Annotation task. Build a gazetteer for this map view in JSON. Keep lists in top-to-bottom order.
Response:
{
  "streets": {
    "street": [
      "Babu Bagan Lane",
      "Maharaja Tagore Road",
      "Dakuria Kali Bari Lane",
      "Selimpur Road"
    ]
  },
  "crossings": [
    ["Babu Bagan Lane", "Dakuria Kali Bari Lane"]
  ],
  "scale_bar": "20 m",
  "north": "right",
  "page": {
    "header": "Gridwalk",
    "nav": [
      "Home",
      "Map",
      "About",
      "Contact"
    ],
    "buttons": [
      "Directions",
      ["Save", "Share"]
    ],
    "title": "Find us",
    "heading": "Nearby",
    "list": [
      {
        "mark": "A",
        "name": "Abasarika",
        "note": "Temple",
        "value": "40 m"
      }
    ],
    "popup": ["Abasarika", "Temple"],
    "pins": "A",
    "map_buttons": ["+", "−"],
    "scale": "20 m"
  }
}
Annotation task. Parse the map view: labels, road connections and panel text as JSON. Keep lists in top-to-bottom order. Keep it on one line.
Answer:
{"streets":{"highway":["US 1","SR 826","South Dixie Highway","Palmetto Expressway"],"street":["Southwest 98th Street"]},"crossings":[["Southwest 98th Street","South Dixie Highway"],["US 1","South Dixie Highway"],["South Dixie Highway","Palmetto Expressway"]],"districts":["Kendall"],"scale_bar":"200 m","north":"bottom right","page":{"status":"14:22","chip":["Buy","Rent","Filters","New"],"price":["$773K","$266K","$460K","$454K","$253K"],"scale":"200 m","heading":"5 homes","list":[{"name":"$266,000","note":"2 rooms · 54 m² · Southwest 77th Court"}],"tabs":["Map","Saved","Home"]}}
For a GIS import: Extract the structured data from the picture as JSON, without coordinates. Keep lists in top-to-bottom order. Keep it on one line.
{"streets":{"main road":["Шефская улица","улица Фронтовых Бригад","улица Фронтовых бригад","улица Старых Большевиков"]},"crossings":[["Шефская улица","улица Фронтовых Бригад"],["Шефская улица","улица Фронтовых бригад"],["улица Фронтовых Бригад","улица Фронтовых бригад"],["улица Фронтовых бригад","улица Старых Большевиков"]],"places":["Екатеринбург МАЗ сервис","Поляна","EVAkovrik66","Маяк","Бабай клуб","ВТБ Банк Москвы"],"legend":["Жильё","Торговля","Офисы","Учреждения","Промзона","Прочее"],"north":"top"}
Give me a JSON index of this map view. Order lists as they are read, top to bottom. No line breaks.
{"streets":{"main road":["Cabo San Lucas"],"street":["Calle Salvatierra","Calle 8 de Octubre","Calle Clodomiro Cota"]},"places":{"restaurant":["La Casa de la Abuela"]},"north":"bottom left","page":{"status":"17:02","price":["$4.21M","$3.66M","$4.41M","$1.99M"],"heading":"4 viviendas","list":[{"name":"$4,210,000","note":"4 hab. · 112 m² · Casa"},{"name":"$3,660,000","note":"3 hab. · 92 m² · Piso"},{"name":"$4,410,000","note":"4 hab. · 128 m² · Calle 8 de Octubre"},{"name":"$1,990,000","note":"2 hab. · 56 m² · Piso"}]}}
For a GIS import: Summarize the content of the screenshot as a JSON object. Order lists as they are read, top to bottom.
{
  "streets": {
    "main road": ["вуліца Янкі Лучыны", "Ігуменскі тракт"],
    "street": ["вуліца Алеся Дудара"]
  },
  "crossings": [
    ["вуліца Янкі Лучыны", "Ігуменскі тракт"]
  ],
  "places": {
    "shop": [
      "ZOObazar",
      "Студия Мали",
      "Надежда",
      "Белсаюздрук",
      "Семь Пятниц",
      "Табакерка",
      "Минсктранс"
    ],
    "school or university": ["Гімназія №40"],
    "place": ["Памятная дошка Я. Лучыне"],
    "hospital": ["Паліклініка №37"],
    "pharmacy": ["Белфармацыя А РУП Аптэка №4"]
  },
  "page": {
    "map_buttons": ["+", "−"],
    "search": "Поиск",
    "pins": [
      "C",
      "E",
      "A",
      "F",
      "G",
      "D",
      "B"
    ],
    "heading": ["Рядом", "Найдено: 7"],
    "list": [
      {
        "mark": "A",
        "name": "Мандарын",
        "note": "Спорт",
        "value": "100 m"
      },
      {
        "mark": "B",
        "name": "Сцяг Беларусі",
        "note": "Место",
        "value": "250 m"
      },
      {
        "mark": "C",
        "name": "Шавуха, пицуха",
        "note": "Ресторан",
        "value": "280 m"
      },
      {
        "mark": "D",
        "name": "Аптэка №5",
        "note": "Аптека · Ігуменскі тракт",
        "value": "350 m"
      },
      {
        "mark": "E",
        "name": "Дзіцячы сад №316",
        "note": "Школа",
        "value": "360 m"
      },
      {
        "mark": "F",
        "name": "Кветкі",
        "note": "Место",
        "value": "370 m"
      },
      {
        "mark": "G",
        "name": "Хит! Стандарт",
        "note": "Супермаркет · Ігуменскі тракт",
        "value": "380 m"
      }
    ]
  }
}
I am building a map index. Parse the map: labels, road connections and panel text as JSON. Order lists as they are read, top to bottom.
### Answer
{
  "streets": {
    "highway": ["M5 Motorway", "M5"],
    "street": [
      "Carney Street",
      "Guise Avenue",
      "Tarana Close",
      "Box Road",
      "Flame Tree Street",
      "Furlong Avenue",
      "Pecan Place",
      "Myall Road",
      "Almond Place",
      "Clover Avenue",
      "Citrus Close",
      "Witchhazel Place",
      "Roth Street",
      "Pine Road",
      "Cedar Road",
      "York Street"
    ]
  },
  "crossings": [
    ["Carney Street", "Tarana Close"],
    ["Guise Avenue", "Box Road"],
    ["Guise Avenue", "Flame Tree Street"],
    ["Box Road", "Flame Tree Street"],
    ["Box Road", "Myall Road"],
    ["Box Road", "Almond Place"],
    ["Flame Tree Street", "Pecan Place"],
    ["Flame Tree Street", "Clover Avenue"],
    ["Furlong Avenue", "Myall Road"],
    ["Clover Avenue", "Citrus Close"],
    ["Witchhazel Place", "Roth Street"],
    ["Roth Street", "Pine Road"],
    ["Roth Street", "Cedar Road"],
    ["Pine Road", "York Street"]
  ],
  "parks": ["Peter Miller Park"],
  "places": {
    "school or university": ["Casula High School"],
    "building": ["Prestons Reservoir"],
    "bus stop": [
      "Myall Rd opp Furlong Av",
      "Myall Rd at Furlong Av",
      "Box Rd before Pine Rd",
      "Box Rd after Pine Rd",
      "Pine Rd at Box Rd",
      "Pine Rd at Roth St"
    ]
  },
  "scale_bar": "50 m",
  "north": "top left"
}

========

Prompt:
The answer should be only the number of lines in the data that contain the string "school".

Response box:
2